#import "./dvd.typ": *
#import "@preview/ctheorems:1.1.3": *

#show: dvdtyp.with(
  title: "PSTAT120A Course Notes",
  author: "Youwen Wu",
  date: "Winter 2025",
  subtitle: "Taught by Brian Wainwright",
)

#outline()

= Lecture #datetime(day: 6, month: 1, year: 2025).display()

== Preliminaries

#definition[
  Statistics is the science dealing with the collection, summarization,
  analysis, and interpretation of data.
]

== Set theory for dummies

A terse introduction to elementary naive set theory and the basic operations
upon them.

#remark[
  Keep in mind that without $cal(Z F C)$ or another model of set theory that
  resolves fundamental issues, our set theory is subject to paradoxes like
  Russell's. Whoops, the universe doesn't exist.
]

#definition[
  A *set* is a collection of elements.
]

#example[Examples of sets][
  + Trivial set: ${1}$
  + Empty set: $emptyset$
  + $A = {a,b,c}$
]

We can construct sets using set-builder notation (also sometimes called set
comprehension).

$ {"expression with" x | "conditions on" x} $

#example("Set builder notation")[
  + The set of all even integers: ${2n | n in ZZ}$
  + The set of all perfect squares in $RR$: ${x^2 | x in NN}$
]

We also have notation for working with sets:

With arbitrary sets $A$, $B$:

+ $a in A$ ($a$ is a member of the set $A$)
+ $a in.not A$ ($a$ is not a member of the set $A$)
+ $A subset.eq B$ (Set theory: $A$ is a subset of $B$) (Stats: $A$ is a sample space in $B$)
+ $A subset B$ (Proper subset: $A != B$)
+ $A^c$ or $A'$ (read "complement of $A$," and introduced later)
+ $A union B$ (Union of $A$ and $B$. Gives a set with both the elements of $A$ and $B$)
+ $A sect B$ (Intersection of $A$ and $B$. Gives a set consisting of the elements in *both* $A$ and $B$)
+ $A \\ B$ (Set difference. The set of all elements of $A$ that are not also in $B$)
+ $A times B$ (Cartesian product. Ordered pairs of $(a,b)$ $forall a in A$, $forall b in B$)
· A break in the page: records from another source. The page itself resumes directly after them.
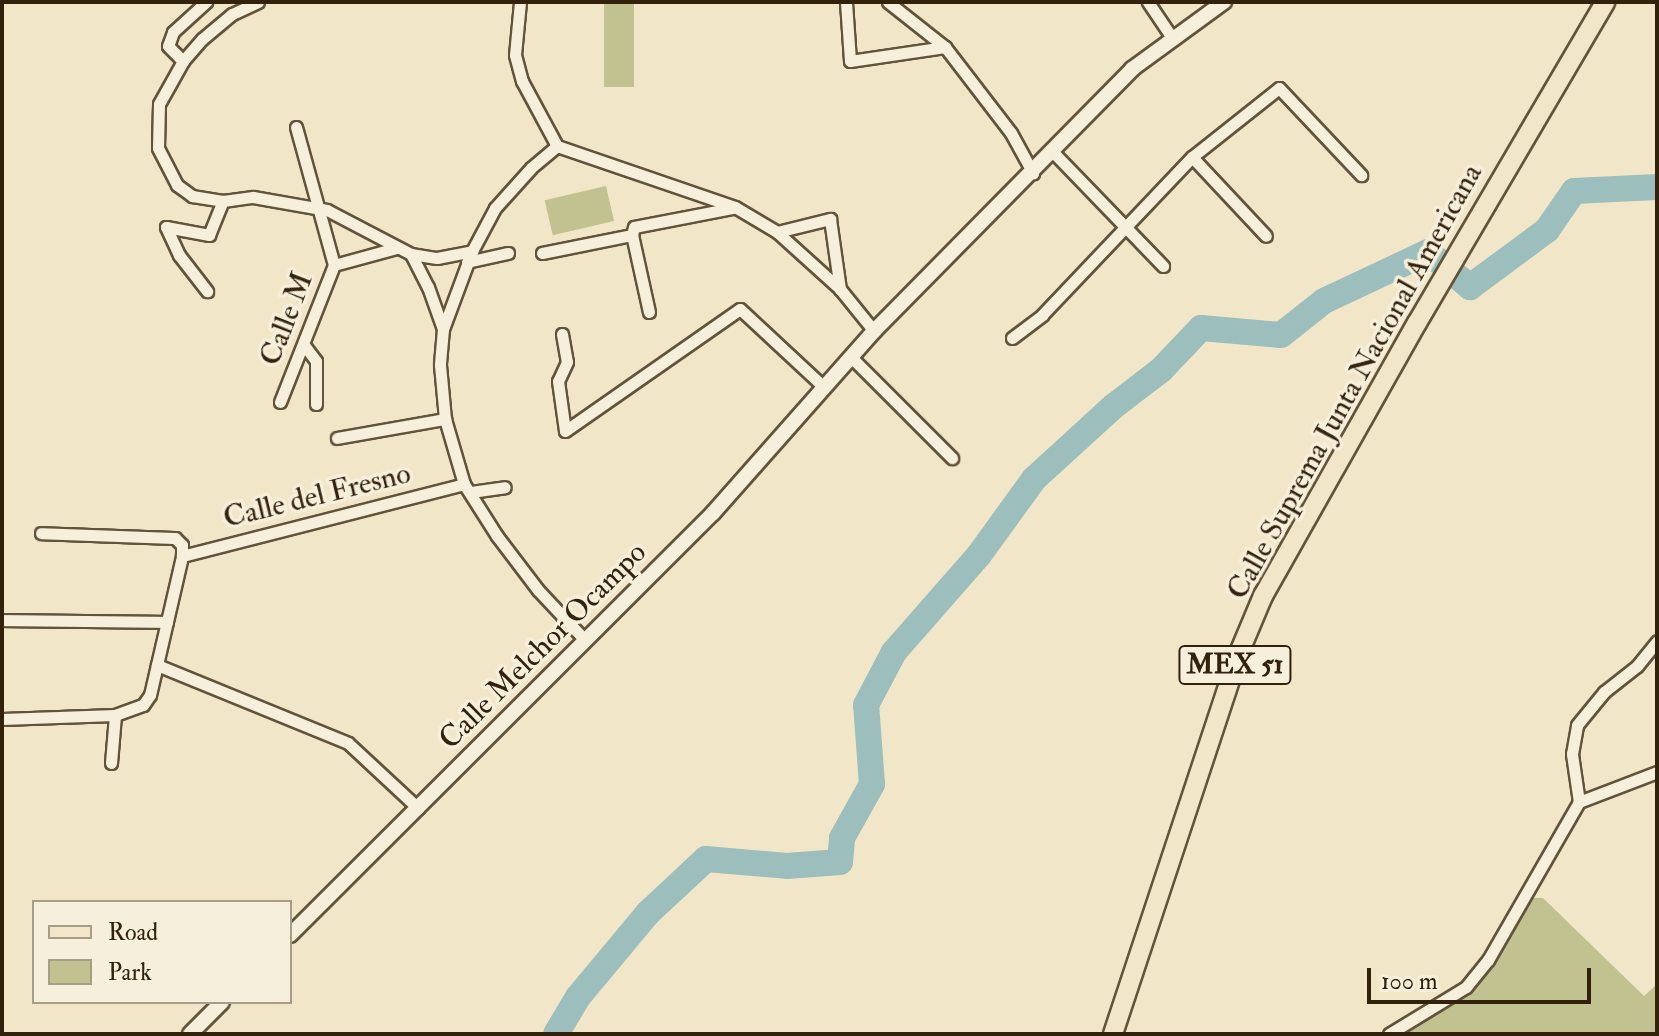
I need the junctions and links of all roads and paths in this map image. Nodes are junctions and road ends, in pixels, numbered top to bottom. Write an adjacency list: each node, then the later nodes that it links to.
1 (206, 2): 11 (street)
2 (258, 2): 11 (street)
3 (520, 2): 13 (street)
4 (846, 2): 10 (street)
5 (888, 2): 10 (street)
6 (1148, 2): 9 (street)
7 (1224, 2): 9 (street, Calle Melchor Ocampo)
8 (1605, 2): 65 (main road, Calle Suprema Junta Nacional Americana / MEX 51)
9 (1173, 39): 14 (street, Calle Melchor Ocampo)
10 (945, 47): 16 (street)
11 (183, 61): 18 (street)
12 (296, 127): 19 (street, Calle M)
13 (557, 146): 20 (street); 29 (street)
14 (1052, 151): 16 (street, Calle Melchor Ocampo); 21 (street)
15 (1192, 157): 17 (street); 21 (street); 24 (street)
16 (1033, 173): 36 (street, Calle Melchor Ocampo)
17 (1361, 175)
18 (223, 201): 19 (street); 33 (street)
19 (317, 207): 25 (street); 30 (street, Calle M)
20 (735, 207): 22 (street); 23 (street)
21 (1125, 228): 31 (street); 38 (street)
22 (777, 232): 32 (street); 32 (street)
23 (632, 235): 27 (street); 34 (street)
24 (1266, 236)
25 (396, 248): 28 (street); 30 (street)
26 (508, 253): 29 (street)
27 (542, 253)
28 (411, 254): 29 (street); 35 (street)
29 (469, 257): 35 (street)
30 (334, 265): 39 (street, Calle M)
31 (1163, 266)
32 (840, 289): 36 (street)
33 (207, 291)
34 (649, 312)
35 (443, 329): 44 (street)
36 (874, 331): 40 (street, Calle Melchor Ocampo)
37 (562, 334): 41 (street)
38 (1012, 338)
39 (304, 345): 42 (street, Calle M); 43 (street)
40 (851, 357): 41 (street, Calle Melchor Ocampo); 46 (street)
41 (823, 386): 53 (street, Calle Melchor Ocampo)
42 (280, 402)
43 (316, 404)
44 (445, 419): 45 (street); 48 (street)
45 (337, 438)
46 (952, 458)
47 (505, 487): 48 (street, Calle del Fresno)
48 (468, 488): 50 (street, Calle del Fresno); 53 (street)
49 (41, 533): 50 (street)
50 (182, 556): 52 (street)
51 (2, 620): 52 (street)
52 (167, 622): 55 (street)
53 (585, 640): 61 (street, Calle Melchor Ocampo)
54 (1657, 641): 60 (street)
55 (157, 665): 56 (street); 61 (street)
56 (115, 715): 57 (street); 58 (street)
57 (2, 719)
58 (111, 763)
59 (1657, 772): 60 (street)
60 (1579, 802): 66 (street)
61 (418, 808): 62 (street, Calle Melchor Ocampo)
62 (292, 933)
63 (220, 1004): 64 (street)
64 (190, 1034)
65 (1113, 1034)
66 (1389, 1034)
We can also write a few of these operations precisely as set comprehensions.

+ $A subset B => A = {a | a in B, forall a in A}$
+ $A union B = {x | x in A or x in B}$ (here $or$ is the logical OR)
+ $A sect B = {x | x in A and x in B}$ (here $and$ is the logical AND)
+ $A \\ B = {a | a in A and a in.not B}$
+ $A times B = {(a,b) | forall a in A, forall b in B}$

Take a moment and convince yourself that these definitions are equivalent to
the previous ones.

#definition[
  The universal set $Omega$ is the set of all objects in a given set
  theoretical universe.
]

With the above definition, we can now introduce the set complement.

#definition[
  The set complement $A'$ is given by
  $
    A' = Omega \\ A
  $
  where $Omega$ is the _universal set_.
]

#example[The real plane][
  The real plane $RR^2$ can be defined as a Cartesian product of $RR$ with
  itself.

  $ RR^2 = RR times RR $
]

Check your intuition that this makes sense. Why do you think $RR^n$ was chosen
as the notation for $n$ dimensional spaces in $RR$?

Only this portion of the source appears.